En effet, ce criminel multirécidiviste, a déjà passé 35 ans entre prison et hôpital psychiatrique et aurait dû -normalement- y rester. Il a été remis en liberté en mars 2004 -bénéficiant d’une libération conditionnelle- alors que comme le soulignait très justement la mère d’une des victimes « on le savait dangereux ». Néanmoins le spécialiste qui l’examine avant sa remise en liberté estime qu’il « ne présente plus de pathologie psychiatrique » même s’il est « toujours susceptible de présenter une dangerosité en milieu libre ». On connaît -hélas- la suite.

Il faut que le rôle des psychologues et des psychiatres soit clairement défini. Il n’est pas possible aujourd’hui de renouveler ces catastrophes judiciaires que furent Outreau ou Bodein. Il faut en finir avec ce rugby judiciaire qui consiste pour le législateur à laisser carte blanche au magistrat qui lui-même s’en remet au psychologue ou au psychiatre.

Nos concitoyens sont exaspérés de voir que des délinquants déjà condamnés le sont à nouveau pour des faits semblables. Dans ces cas, la première condamnation, non appliquée ou insuffisamment appliquée, n’a pas empêché une nouvelle infraction. C’est ce qui nourrit un sentiment d’impunité chez les délinquants et d’insécurité chez les victimes.

En troisième lieu, l’augmentation et l’aggravation des actes de délinquance commis par des mineurs de plus en plus jeunes et de plus en plus violents justifient une nouvelle adaptation du régime de l’atténuation de la responsabilité pénale des mineurs comme cela se pratique d’ailleurs dans plusieurs pays européens et notamment en Angleterre.
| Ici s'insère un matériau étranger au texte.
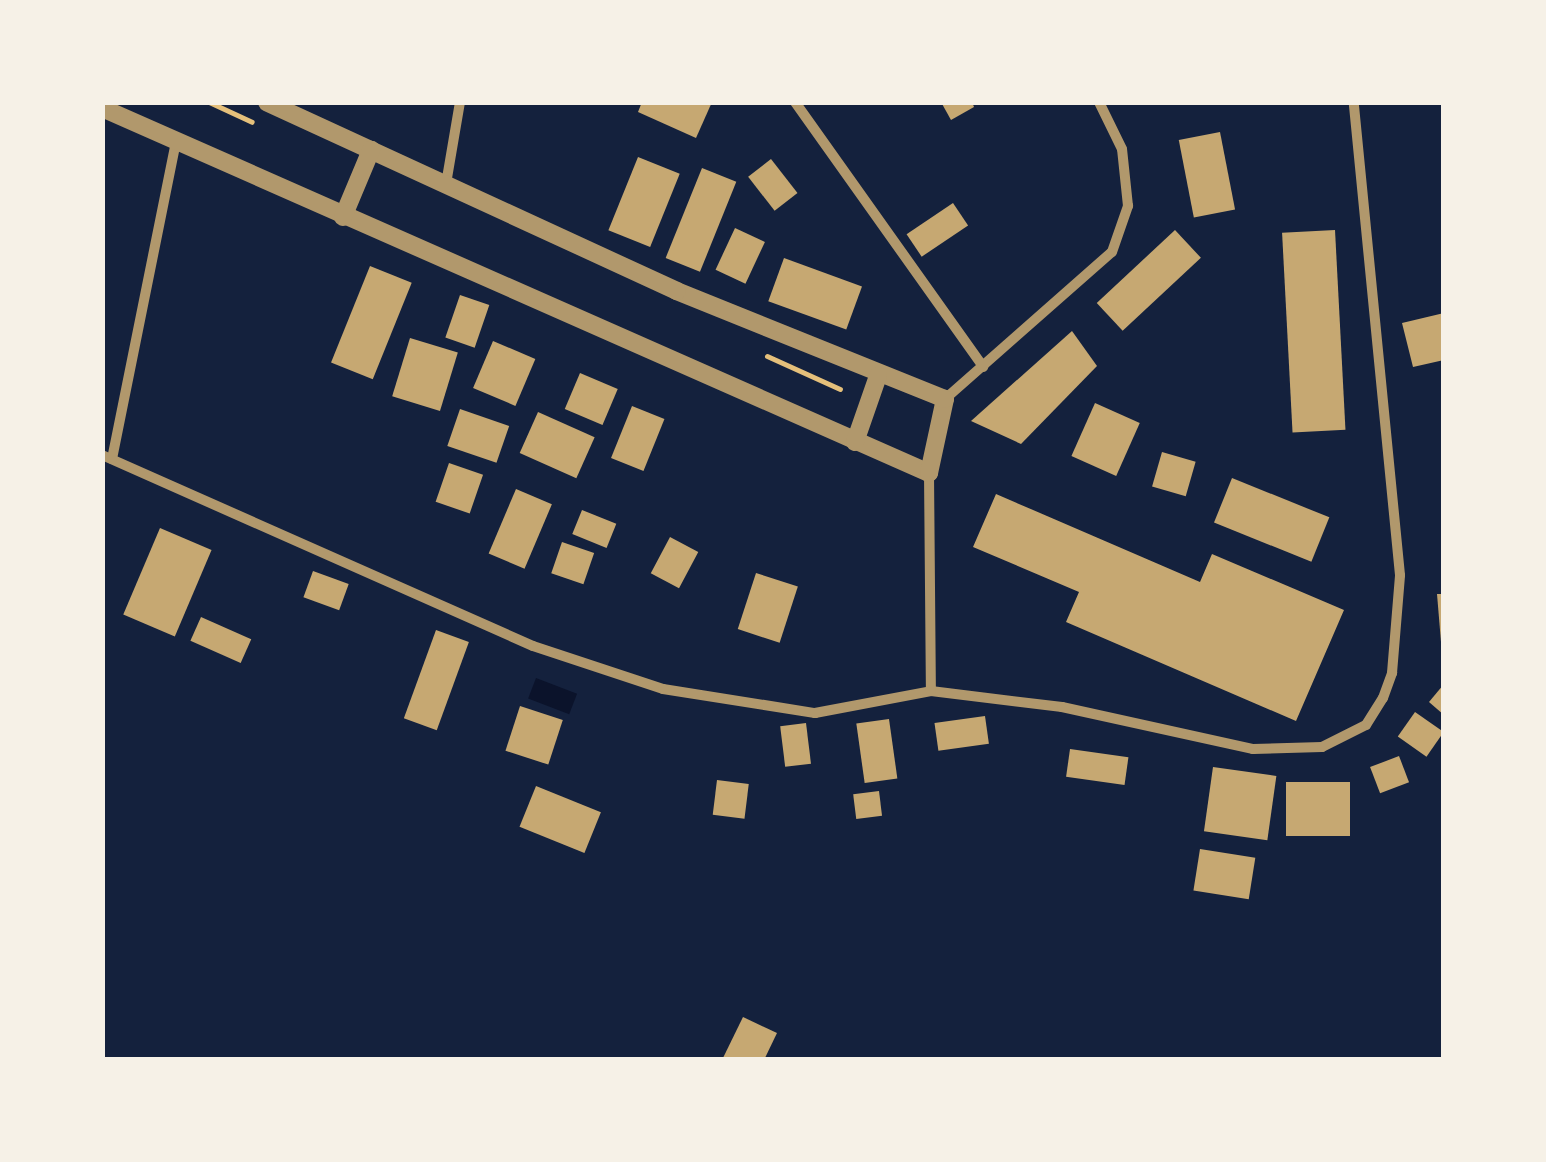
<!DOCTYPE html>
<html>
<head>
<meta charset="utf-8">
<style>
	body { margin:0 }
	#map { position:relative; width:1546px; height:1162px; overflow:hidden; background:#14213d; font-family:"PT Sans",sans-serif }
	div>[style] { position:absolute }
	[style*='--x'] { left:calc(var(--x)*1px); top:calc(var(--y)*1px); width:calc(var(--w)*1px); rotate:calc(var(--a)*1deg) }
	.water>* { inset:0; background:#0b132b; transform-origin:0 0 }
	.building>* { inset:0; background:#c6a872; transform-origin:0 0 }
	.path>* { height:5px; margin:-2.5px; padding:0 2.5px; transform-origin:2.5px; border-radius:2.5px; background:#e5c07b }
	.minor>* { height:10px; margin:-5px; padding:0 5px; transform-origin:5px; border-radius:5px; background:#b1986c }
	.tertiary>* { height:18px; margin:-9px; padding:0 9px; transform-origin:9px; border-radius:9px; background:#b1986c }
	span { translate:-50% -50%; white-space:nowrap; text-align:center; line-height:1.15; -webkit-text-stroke:10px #f6f1e7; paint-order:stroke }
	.frame { position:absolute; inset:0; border:105px solid #f6f1e7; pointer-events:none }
</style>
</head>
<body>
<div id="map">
	<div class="water">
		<i style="left:536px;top:678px;width:44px;height:22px;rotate:21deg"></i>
	</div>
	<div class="building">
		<i style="clip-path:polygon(642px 102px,712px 102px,696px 138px,638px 112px)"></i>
		<i style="clip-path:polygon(941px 102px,972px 102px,974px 107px,951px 120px)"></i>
		<i style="left:1220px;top:132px;width:79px;height:42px;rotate:79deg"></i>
		<i style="left:638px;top:157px;width:45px;height:79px;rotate:22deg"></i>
		<i style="left:771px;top:159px;width:43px;height:29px;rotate:52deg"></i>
		<i style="left:702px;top:168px;width:37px;height:97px;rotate:22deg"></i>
		<i style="left:953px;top:203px;width:27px;height:56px;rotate:56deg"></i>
		<i style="left:735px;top:228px;width:33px;height:46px;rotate:25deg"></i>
		<i style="left:1175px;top:230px;width:38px;height:107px;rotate:47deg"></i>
		<i style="left:1335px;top:230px;width:200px;height:53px;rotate:87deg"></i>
		<i style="left:784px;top:258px;width:83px;height:46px;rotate:20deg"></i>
		<i style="left:370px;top:266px;width:45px;height:104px;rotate:22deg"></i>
		<i style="left:460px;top:295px;width:31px;height:45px;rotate:19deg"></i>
		<i style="clip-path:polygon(1444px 313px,1444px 360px,1413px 367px,1402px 323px)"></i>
		<i style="clip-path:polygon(1072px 331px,1097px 366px,1021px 444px,971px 421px)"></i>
		<i style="left:410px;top:338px;width:50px;height:61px;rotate:17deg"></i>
		<i style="left:493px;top:341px;width:46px;height:51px;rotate:23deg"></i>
		<i style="left:580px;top:373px;width:41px;height:39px;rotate:23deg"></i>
		<i style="left:1095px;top:403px;width:49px;height:58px;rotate:24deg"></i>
		<i style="left:632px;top:406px;width:35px;height:56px;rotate:22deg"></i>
		<i style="left:460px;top:409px;width:52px;height:39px;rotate:19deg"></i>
		<i style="left:538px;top:412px;width:62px;height:45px;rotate:24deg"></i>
		<i style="left:1162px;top:452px;width:35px;height:36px;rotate:16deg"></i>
		<i style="left:449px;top:463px;width:36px;height:41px;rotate:19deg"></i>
		<i style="left:1232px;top:478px;width:105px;height:48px;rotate:22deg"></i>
		<i style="left:516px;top:489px;width:39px;height:70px;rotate:23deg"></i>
		<i style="clip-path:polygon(996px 494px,1200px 582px,1212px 554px,1344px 610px,1296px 721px,1066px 622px,1079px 592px,973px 547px)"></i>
		<i style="left:582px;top:510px;width:37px;height:26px;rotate:22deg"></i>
		<i style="left:160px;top:528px;width:56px;height:94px;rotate:23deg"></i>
		<i style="left:670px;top:537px;width:32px;height:41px;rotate:28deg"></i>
		<i style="left:562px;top:542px;width:34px;height:33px;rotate:19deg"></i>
		<i style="left:313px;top:571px;width:38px;height:28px;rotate:20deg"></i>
		<i style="left:756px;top:573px;width:44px;height:59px;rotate:18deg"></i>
		<i style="clip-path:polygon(1437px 594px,1444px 594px,1444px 642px,1441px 642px)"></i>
		<i style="left:201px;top:617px;width:55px;height:26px;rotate:24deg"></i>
		<i style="left:436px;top:630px;width:35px;height:94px;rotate:20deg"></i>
		<i style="clip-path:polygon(1444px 684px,1444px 715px,1429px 702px)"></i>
		<i style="left:520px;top:706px;width:45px;height:47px;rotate:18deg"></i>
		<i style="left:1415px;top:712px;width:35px;height:30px;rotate:35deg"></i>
		<i style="left:985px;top:716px;width:28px;height:51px;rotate:82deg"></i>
		<i style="left:889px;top:719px;width:60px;height:33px;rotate:82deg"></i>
		<i style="left:806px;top:723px;width:41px;height:26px;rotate:83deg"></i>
		<i style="left:1070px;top:749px;width:59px;height:28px;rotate:8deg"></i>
		<i style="left:1399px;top:756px;width:28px;height:31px;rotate:69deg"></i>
		<i style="left:1213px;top:767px;width:64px;height:65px;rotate:8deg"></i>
		<i style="left:717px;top:780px;width:32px;height:35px;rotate:7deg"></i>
		<i style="left:1286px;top:782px;width:64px;height:54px"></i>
		<i style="left:536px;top:786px;width:70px;height:44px;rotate:22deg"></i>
		<i style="left:879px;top:791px;width:25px;height:26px;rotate:83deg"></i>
		<i style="left:1200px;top:849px;width:56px;height:42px;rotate:9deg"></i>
		<i style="clip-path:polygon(743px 1017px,777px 1033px,764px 1060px,722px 1060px)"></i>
	</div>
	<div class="path">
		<i style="--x:209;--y:102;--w:47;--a:24.9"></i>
		<i style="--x:767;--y:356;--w:80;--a:24.3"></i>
	</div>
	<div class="minor">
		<i style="--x:795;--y:102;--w:325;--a:54.6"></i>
		<i style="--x:446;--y:184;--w:83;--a:-80.3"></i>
		<i style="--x:945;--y:399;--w:222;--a:-41.4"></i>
		<i style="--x:1112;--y:252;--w:49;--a:-70.8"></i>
		<i style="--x:1128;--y:206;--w:57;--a:-96"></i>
		<i style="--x:1122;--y:149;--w:52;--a:-116.1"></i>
		<i style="--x:102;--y:455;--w:471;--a:23.9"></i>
		<i style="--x:533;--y:646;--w:137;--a:18.3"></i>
		<i style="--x:663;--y:689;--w:154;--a:9"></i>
		<i style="--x:815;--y:713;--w:118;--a:-10.7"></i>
		<i style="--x:931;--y:691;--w:132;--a:7"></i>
		<i style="--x:1062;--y:707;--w:196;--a:12.4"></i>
		<i style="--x:1253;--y:749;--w:69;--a:-1.7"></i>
		<i style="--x:1322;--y:747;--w:49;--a:-26.6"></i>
		<i style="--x:1366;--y:725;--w:32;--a:-58"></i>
		<i style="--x:1383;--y:698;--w:27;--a:-70"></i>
		<i style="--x:1392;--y:673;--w:98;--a:-85.3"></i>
		<i style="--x:1400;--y:575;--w:475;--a:-95.6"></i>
		<i style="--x:112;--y:459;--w:323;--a:-78.6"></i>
		<i style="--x:929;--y:473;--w:218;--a:89.5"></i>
	</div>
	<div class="tertiary">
		<i style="--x:102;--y:108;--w:904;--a:23.81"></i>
		<i style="--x:929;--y:473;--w:76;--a:-77.8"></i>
		<i style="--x:945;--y:399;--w:289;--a:-158.1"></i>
		<i style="--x:677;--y:291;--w:451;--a:-155.3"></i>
		<i style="--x:343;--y:217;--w:73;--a:-67.3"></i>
		<i style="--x:855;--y:442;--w:70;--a:-70.8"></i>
	</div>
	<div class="frame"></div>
</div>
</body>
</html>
C’est ainsi que cela fait maintenant cinq ans que les centres éducatifs fermés ont été institués par la loi d’orientation et de programmation pour la justice de septembre 2002. Selon une étude, dans les Centres d’Educations Renforcés, le taux de récidive est de seulement 10% contre 60% pour les mineurs sortant de prison. Je salue votre volonté, Madame le Ministre, de créer 5 nouveaux centres éducatifs fermés afin d’assurer le suivi des délinquants même si je regrette qu’il n’y en ait pas dans le Nord.

Enfin, la surpopulation carcérale constitue aussi un véritable problème. Celle-ci tient davantage à l’insuffisance des constructions qu’à l’excès des condamnations. En effet, la France a un taux de population carcérale de 91,8 pour 100 000 hab. et se trouve loin derrière l’Allemagne, l’Italie, l’Espagne, l’Angleterre (142,7) sans parler de l’Estonie (327,4). De surcroît, les peines alternatives doivent être réellement mises en oeuvre.

Pour conclure, la prévention de la récidive implique une meilleure prise en charge sociale, éducative et sanitaire de la personne détenue et à l’issue de la détention. Or le nombre de juges de l’application des peines ainsi que celui des agents des services d’insertion et de probation de l’administration pénitentiaire apparaît notoirement insuffisant et devrait être renforcé. Le manque de moyens est flagrant pour faire appliquer les peines. Je salue donc, comme vous l’avez annoncé, votre volonté affichée d’engager la réforme des prisons pour l’automne.

Accroître la certitude de la peine, adapter la loi à l’évolution de la société, augmenter les moyens de la chaîne judiciaire, tels sont les objectifs que poursuit votre politique. Je souhaite, pour ma part, que l’excellent rapporteur qui a présenté cette loi qui s’attache aux deux premiers points, au nom de la Commission des Lois, puisse veiller à son application rapide et complète.